Pour détecter les anomalies, on peut utiliser les données brutes, mais ce n'est pas toujours le plus efficace. On peut aussi essayer d'extraire de nouvelles  variables, appelées features, qui permettront peut-être de mettre davantage en lumière les anomalies. Pour cela, on peut par exemple utiliser les coefficients de la projection des données brutes sur des bases orthonormées : base de composantes principales, ou bases d'ondelettes. 

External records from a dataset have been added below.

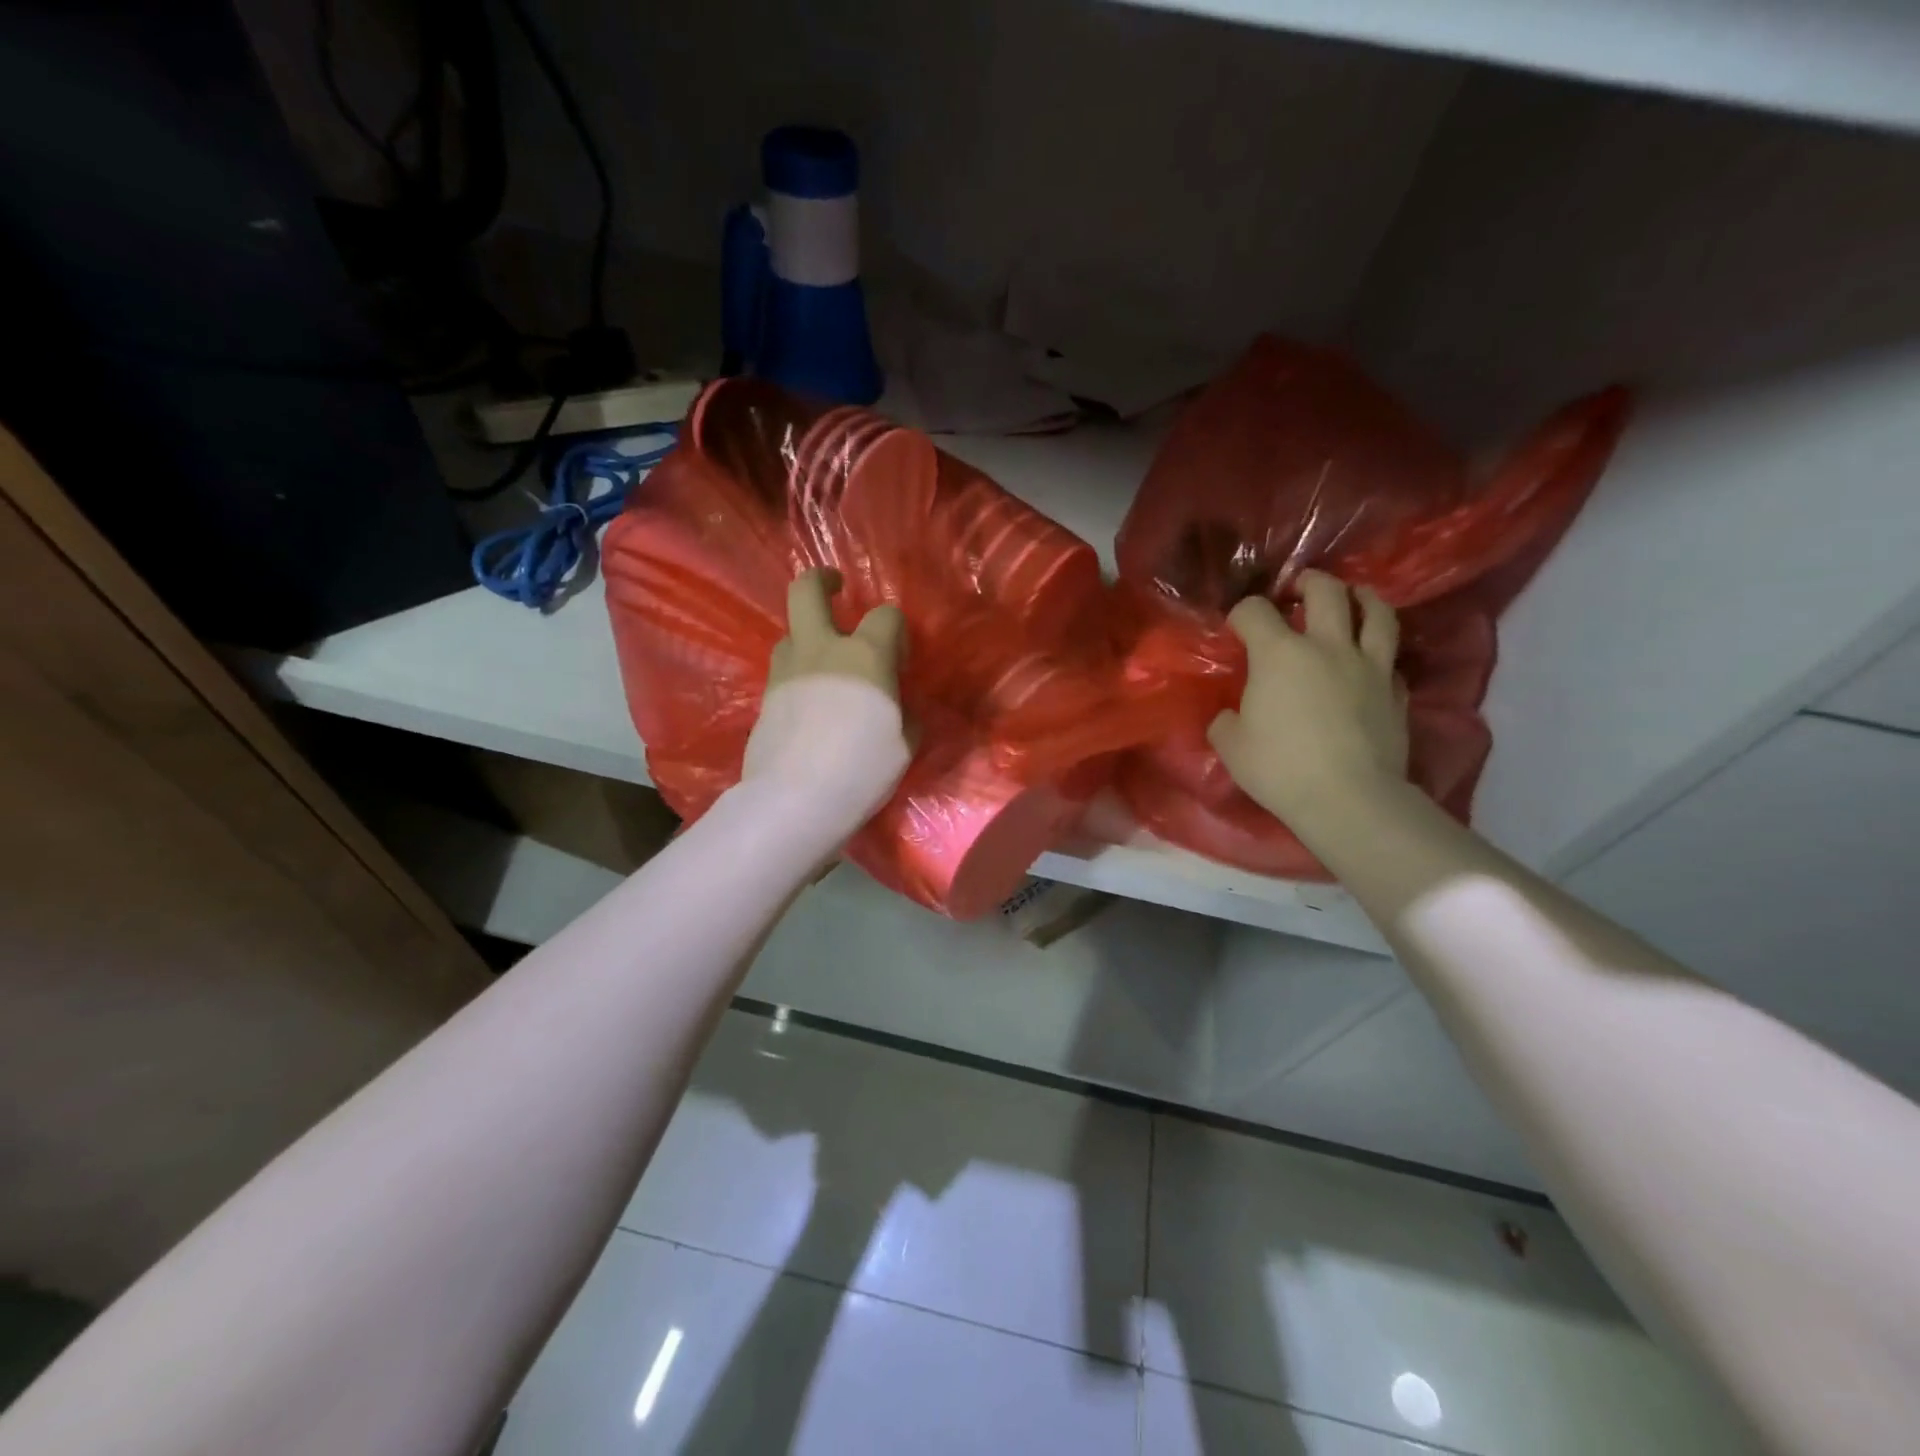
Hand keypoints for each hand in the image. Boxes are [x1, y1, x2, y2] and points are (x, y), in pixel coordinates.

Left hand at [741, 569, 911, 842]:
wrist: (796, 800)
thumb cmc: (863, 768)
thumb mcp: (904, 744)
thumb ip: (903, 714)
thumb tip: (896, 705)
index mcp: (865, 656)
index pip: (886, 616)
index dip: (896, 629)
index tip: (900, 653)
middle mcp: (821, 651)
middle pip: (807, 591)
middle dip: (821, 581)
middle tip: (835, 587)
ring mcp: (786, 672)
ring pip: (790, 634)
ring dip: (808, 638)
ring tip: (823, 663)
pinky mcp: (764, 699)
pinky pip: (782, 672)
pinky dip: (797, 675)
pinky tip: (808, 702)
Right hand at [1207, 570, 1408, 824]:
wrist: (1349, 798)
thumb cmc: (1280, 767)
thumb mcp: (1231, 746)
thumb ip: (1226, 721)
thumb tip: (1231, 716)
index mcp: (1279, 653)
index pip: (1254, 611)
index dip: (1241, 614)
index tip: (1237, 628)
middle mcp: (1327, 646)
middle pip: (1326, 590)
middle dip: (1308, 582)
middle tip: (1298, 591)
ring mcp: (1370, 666)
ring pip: (1376, 611)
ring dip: (1360, 598)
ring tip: (1351, 601)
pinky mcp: (1397, 691)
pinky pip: (1390, 659)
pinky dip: (1378, 653)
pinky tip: (1369, 663)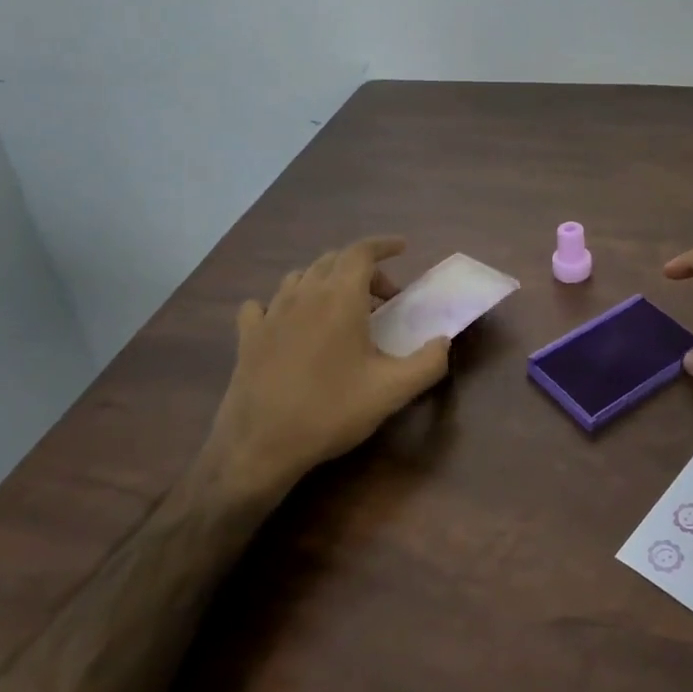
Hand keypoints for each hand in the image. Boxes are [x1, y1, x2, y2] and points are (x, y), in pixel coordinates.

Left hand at [199, 236, 449, 500]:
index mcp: (340, 297)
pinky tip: (289, 323)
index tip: (402, 248)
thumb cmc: (331, 411)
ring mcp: (271, 313)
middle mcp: (304, 294)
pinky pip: (264, 304)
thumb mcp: (392, 391)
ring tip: (341, 309)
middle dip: (362, 269)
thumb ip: (428, 362)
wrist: (259, 446)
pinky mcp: (248, 336)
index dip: (383, 245)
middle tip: (383, 299)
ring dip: (326, 282)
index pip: (361, 251)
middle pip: (333, 260)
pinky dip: (283, 304)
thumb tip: (444, 341)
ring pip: (300, 277)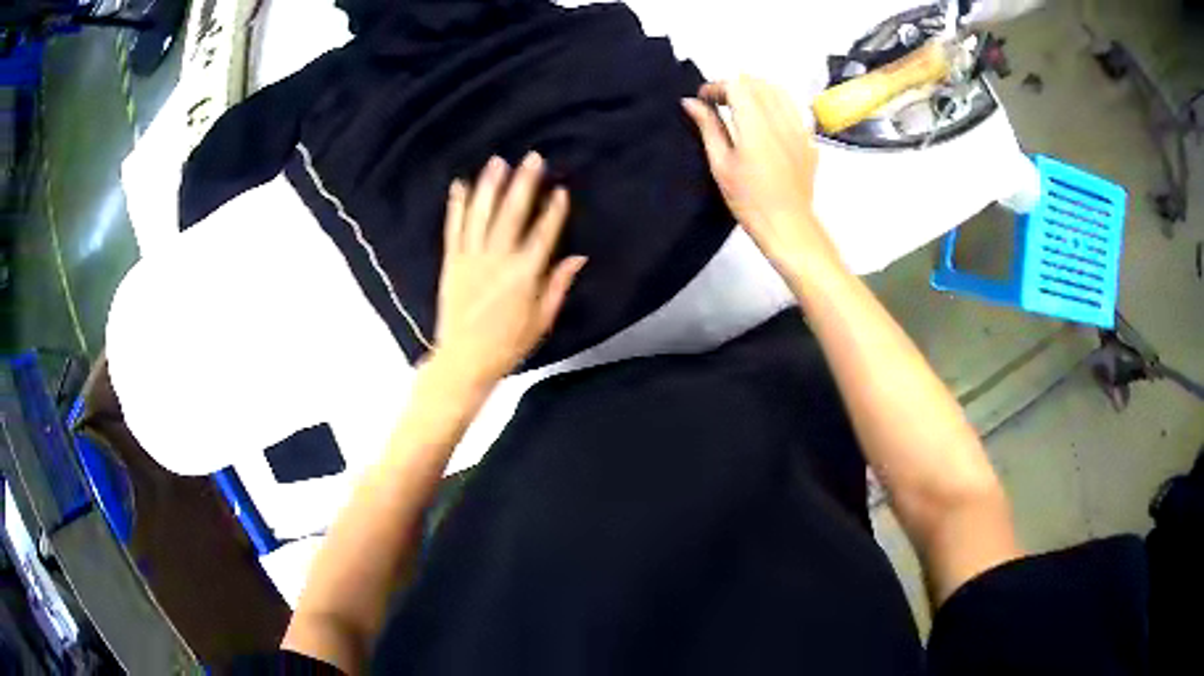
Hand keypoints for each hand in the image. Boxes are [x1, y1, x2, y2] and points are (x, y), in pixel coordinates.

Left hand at [430, 153, 586, 389]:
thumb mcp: (542, 319)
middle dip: (524, 184)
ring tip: (498, 161)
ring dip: (490, 186)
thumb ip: (558, 284)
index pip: (544, 234)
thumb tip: (578, 257)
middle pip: (513, 214)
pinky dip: (457, 206)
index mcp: (524, 276)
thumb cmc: (508, 345)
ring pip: (481, 215)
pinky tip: (460, 185)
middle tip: (533, 158)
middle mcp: (497, 260)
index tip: (561, 190)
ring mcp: (471, 259)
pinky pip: (454, 229)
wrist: (464, 360)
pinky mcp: (452, 263)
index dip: (554, 211)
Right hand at [682, 76, 844, 282]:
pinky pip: (792, 108)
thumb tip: (692, 102)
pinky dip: (775, 105)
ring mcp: (799, 129)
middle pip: (757, 83)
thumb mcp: (721, 164)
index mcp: (755, 126)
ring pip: (778, 91)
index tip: (704, 99)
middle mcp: (780, 121)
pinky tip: (765, 122)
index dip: (716, 86)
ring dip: (756, 91)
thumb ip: (708, 127)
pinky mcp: (809, 140)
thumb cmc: (749, 201)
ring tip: (742, 108)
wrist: (788, 225)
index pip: (736, 85)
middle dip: (735, 86)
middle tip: (719, 102)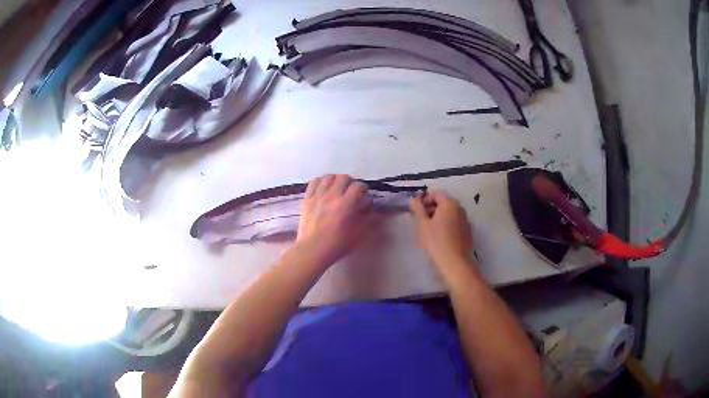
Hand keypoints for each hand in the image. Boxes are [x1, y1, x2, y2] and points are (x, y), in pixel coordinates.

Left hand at [297, 174, 373, 266]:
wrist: (313, 249)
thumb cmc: (337, 244)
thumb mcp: (358, 234)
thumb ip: (367, 219)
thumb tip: (372, 207)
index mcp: (346, 204)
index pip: (358, 186)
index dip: (363, 188)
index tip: (364, 193)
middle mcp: (332, 195)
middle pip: (343, 177)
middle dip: (350, 182)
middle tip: (351, 190)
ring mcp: (318, 196)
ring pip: (328, 177)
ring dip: (335, 180)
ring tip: (337, 187)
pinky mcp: (307, 199)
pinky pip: (314, 182)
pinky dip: (321, 182)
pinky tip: (323, 187)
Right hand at [409, 191, 474, 268]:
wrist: (455, 263)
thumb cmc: (436, 241)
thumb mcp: (422, 224)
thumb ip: (418, 209)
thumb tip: (413, 199)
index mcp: (449, 203)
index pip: (436, 194)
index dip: (424, 200)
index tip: (416, 211)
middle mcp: (460, 208)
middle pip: (443, 203)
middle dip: (431, 209)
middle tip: (420, 221)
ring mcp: (465, 220)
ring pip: (449, 214)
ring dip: (438, 218)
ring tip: (429, 231)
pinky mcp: (467, 232)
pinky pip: (455, 224)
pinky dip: (447, 226)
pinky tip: (440, 239)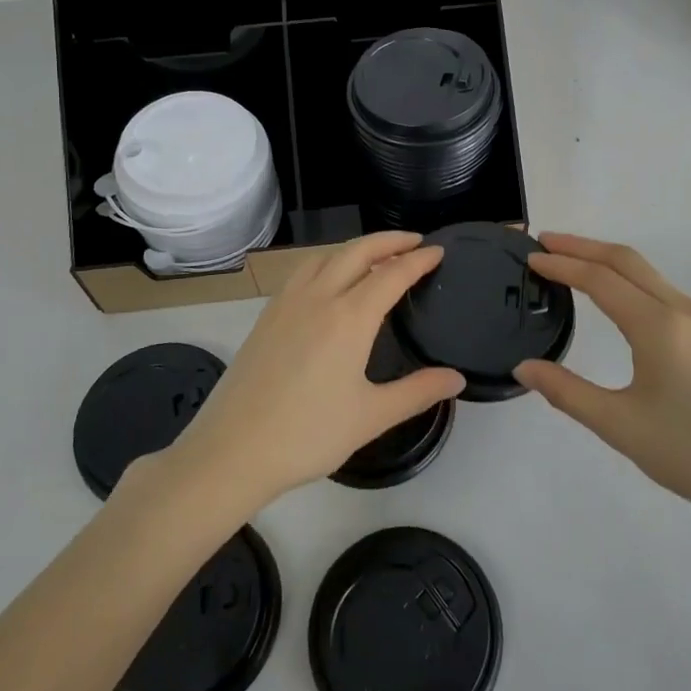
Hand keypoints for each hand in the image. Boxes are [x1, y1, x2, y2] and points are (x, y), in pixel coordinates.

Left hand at [162, 232, 464, 514]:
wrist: (233, 449)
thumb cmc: (308, 435)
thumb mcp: (371, 417)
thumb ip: (417, 392)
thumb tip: (457, 379)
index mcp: (349, 318)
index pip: (392, 274)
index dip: (418, 260)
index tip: (438, 251)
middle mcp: (318, 298)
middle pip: (357, 252)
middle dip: (389, 240)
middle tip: (414, 241)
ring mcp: (287, 303)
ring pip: (326, 256)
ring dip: (356, 248)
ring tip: (376, 256)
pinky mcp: (267, 316)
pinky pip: (302, 271)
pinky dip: (327, 261)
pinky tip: (329, 280)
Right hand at [514, 233, 690, 539]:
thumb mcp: (619, 426)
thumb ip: (566, 392)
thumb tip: (524, 367)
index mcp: (659, 327)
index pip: (600, 279)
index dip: (562, 265)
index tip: (530, 257)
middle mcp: (684, 311)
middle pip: (626, 260)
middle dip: (583, 246)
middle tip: (544, 243)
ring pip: (648, 273)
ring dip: (607, 260)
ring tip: (570, 262)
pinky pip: (662, 291)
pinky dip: (629, 280)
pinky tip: (613, 296)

## Coefficients dans la base des composantes principales


In [None]:
# Calcul des Features obtenues à l'aide de l'ACP : 
X_acp480 = acp.transform(TM_480)
index_explained_varianc95 = np.where(np.cumsum(acp.explained_variance_ratio_)>0.95)[0][0]

## Coefficients dans une base d'ondelettes

In [None]:
wf = "haar"

Coeff = []
TCoeff = []
for x in TM_240:
    #Apply wabvelet decomposition
    coeffs = pywt.wavedec(x,wf,level=8)
    coeffs_flatten = np.hstack(coeffs)
    Coeff.append(coeffs_flatten)
    # Compute universal Threshold http://jseabold.net/blog/2012/02/23/wavelet-regression-in-python/
    sigma = mad(coeffs[-1])
    uthresh = sigma*np.sqrt(2*np.log(256))
    # Apply Threshold on 4 fist level
    coeffs_thresh = [pywt.threshold(c, uthresh, mode="hard") if i<=3 else c for i,c in enumerate(coeffs[::-1])]
    coeffs_thresh_flatten = np.hstack(coeffs_thresh[::-1])
    TCoeff.append(coeffs_thresh_flatten)
    
Coeff = np.array(Coeff)
TCoeff = np.array(TCoeff)
print(Coeff.shape, TCoeff.shape)
print(np.sum(Coeff!=0), np.sum(TCoeff!=0))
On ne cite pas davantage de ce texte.